*** Block opens ***
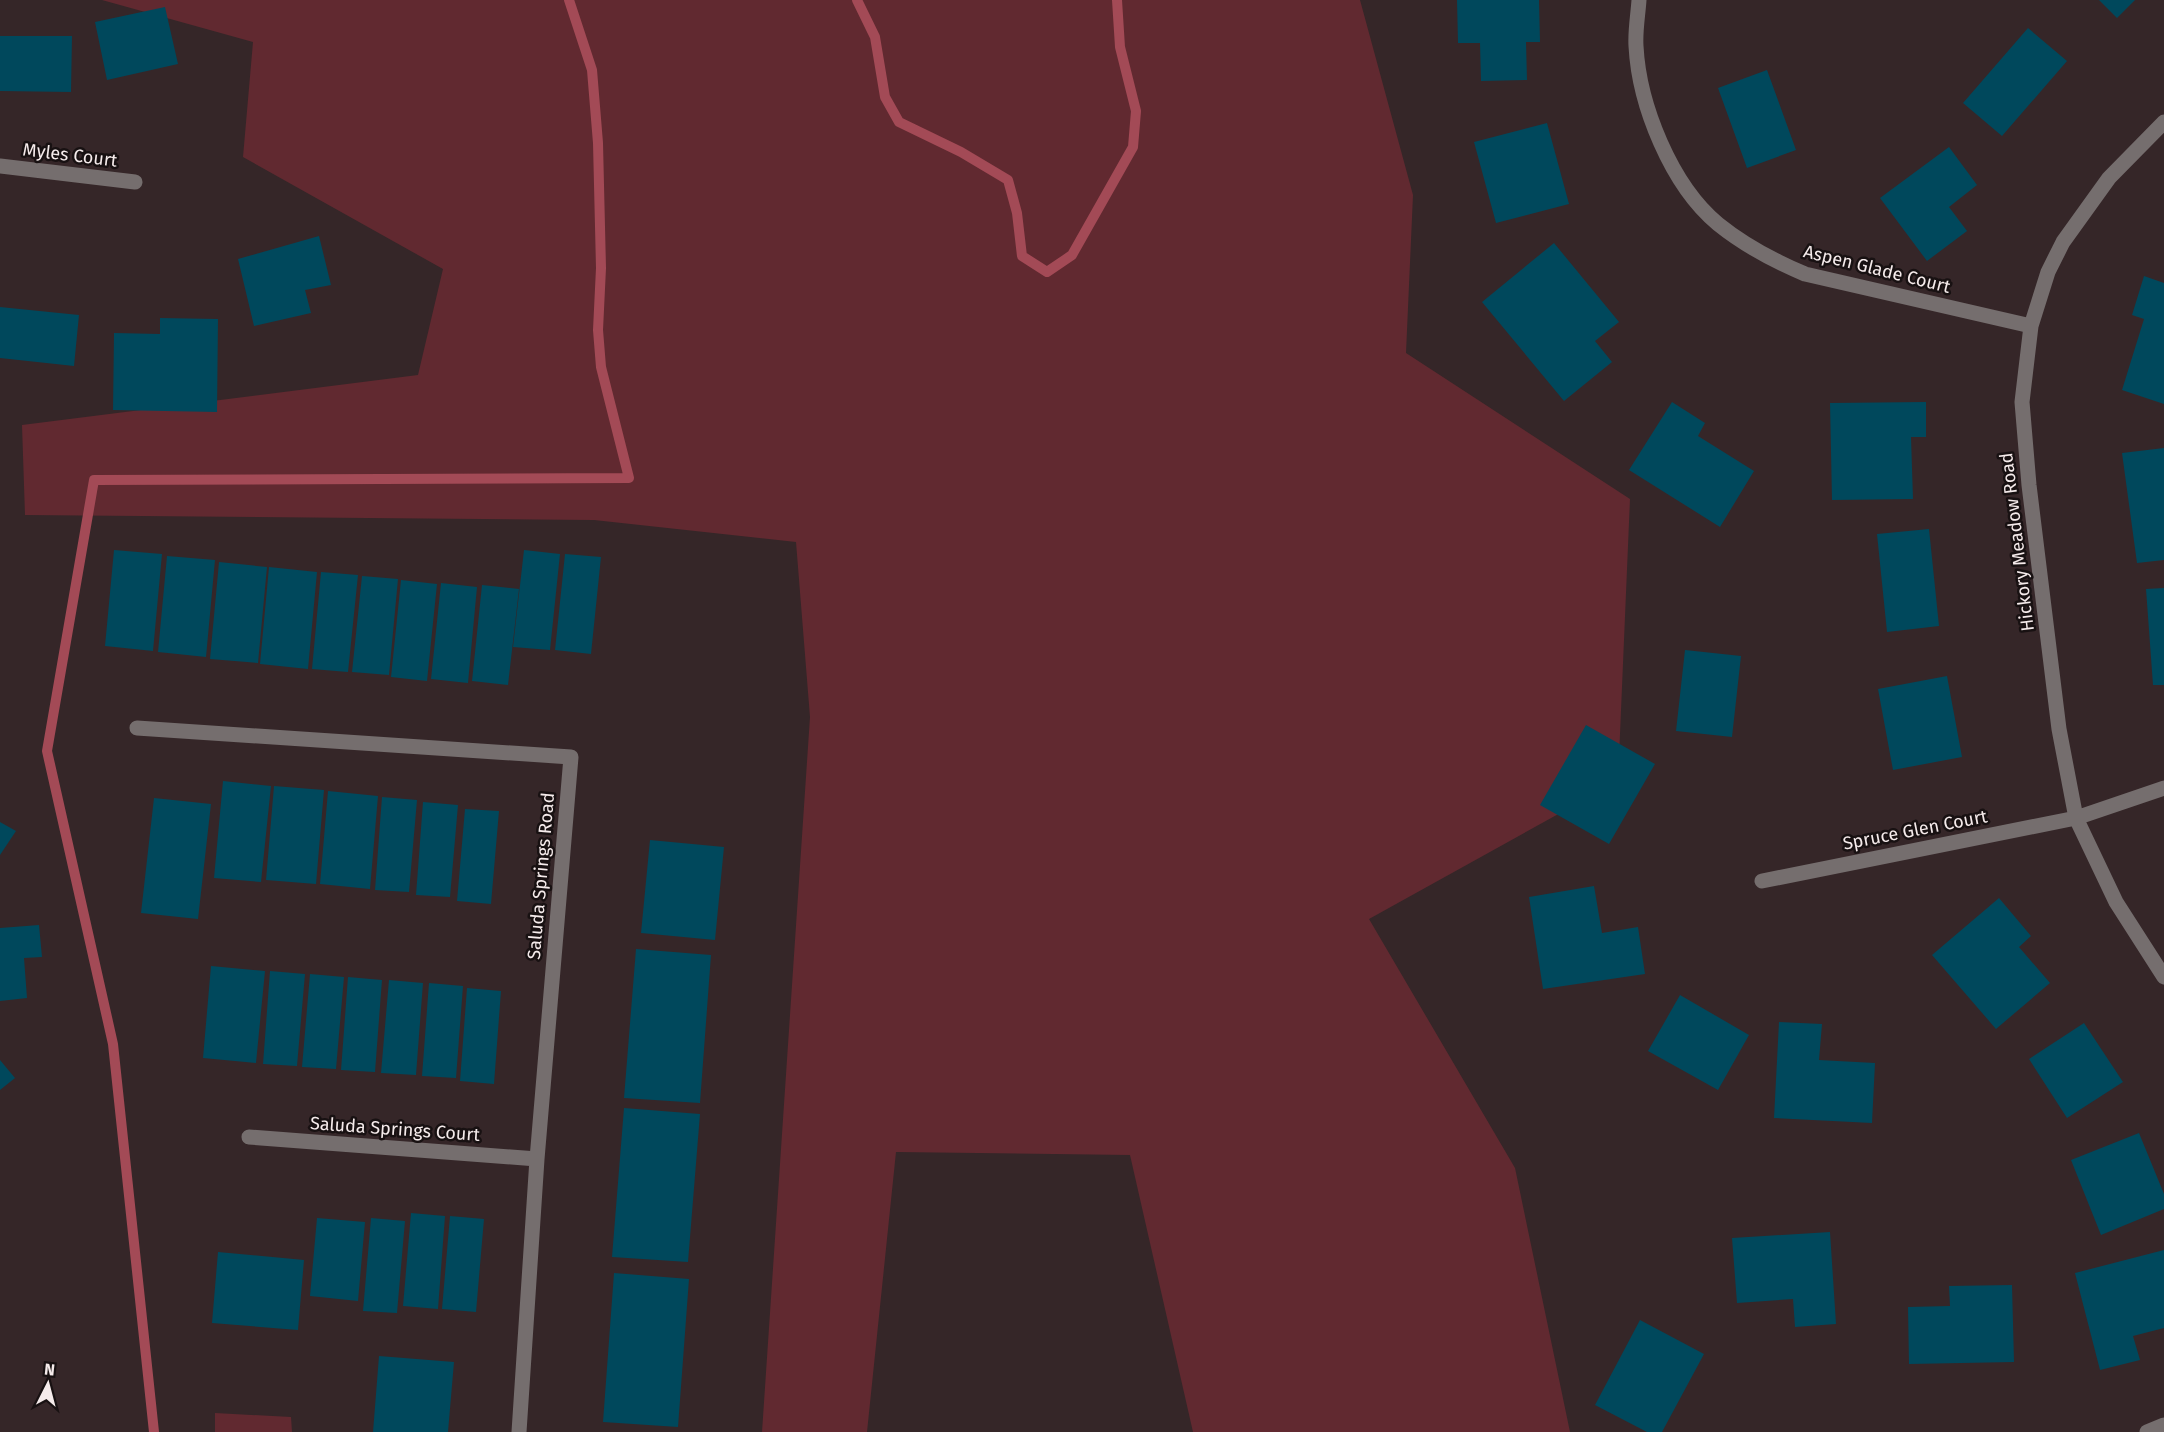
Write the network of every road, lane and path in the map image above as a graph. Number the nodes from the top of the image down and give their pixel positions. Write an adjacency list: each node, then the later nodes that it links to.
1 (1639, 0): 5 (street, Aspen Glade Court)
2 (2164, 122): 5 (street, Hickory Meadow Road)
3 (0, 166): 4 (street, Myles Court)
4 (135, 182)
5 (2031, 326): 8 (street, Hickory Meadow Road)
6 (137, 728): 12 (street, Saluda Springs Road)
7 (2164, 788): 8 (street, Spruce Glen Court)
8 (2076, 818): 9 (street, Spruce Glen Court); 10 (street, Hickory Meadow Road)
9 (1762, 881)
10 (2164, 976)
11 (249, 1137): 12 (street, Saluda Springs Court)
12 (537, 1159): 14 (street, Saluda Springs Road)
13 (2164, 1425): 15 (street)
14 (519, 1432)
15 (2146, 1432)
*** Block closes ***
All entries should be reproduced exactly; no picture belongs in the result.

Write the network of every road, lane and path in the map image above as a graph. Number the nodes from the top of the image down and give their pixel positions. Write an adjacency list: each node, then the later nodes that it links to.
1 (1639, 0): 5 (street, Aspen Glade Court)
2 (2164, 122): 5 (street, Hickory Meadow Road)
3 (0, 166): 4 (street, Myles Court)
4 (135, 182)
5 (2031, 326): 8 (street, Hickory Meadow Road)
6 (137, 728): 12 (street, Saluda Springs Road)
7 (2164, 788): 8 (street, Spruce Glen Court)
8 (2076, 818): 9 (street, Spruce Glen Court); 10 (street, Hickory Meadow Road)
9 (1762, 881)
10 (2164, 976)
11 (249, 1137): 12 (street, Saluda Springs Court)
12 (537, 1159): 14 (street, Saluda Springs Road)
13 (2164, 1425): 15 (street)
14 (519, 1432)
15 (2146, 1432)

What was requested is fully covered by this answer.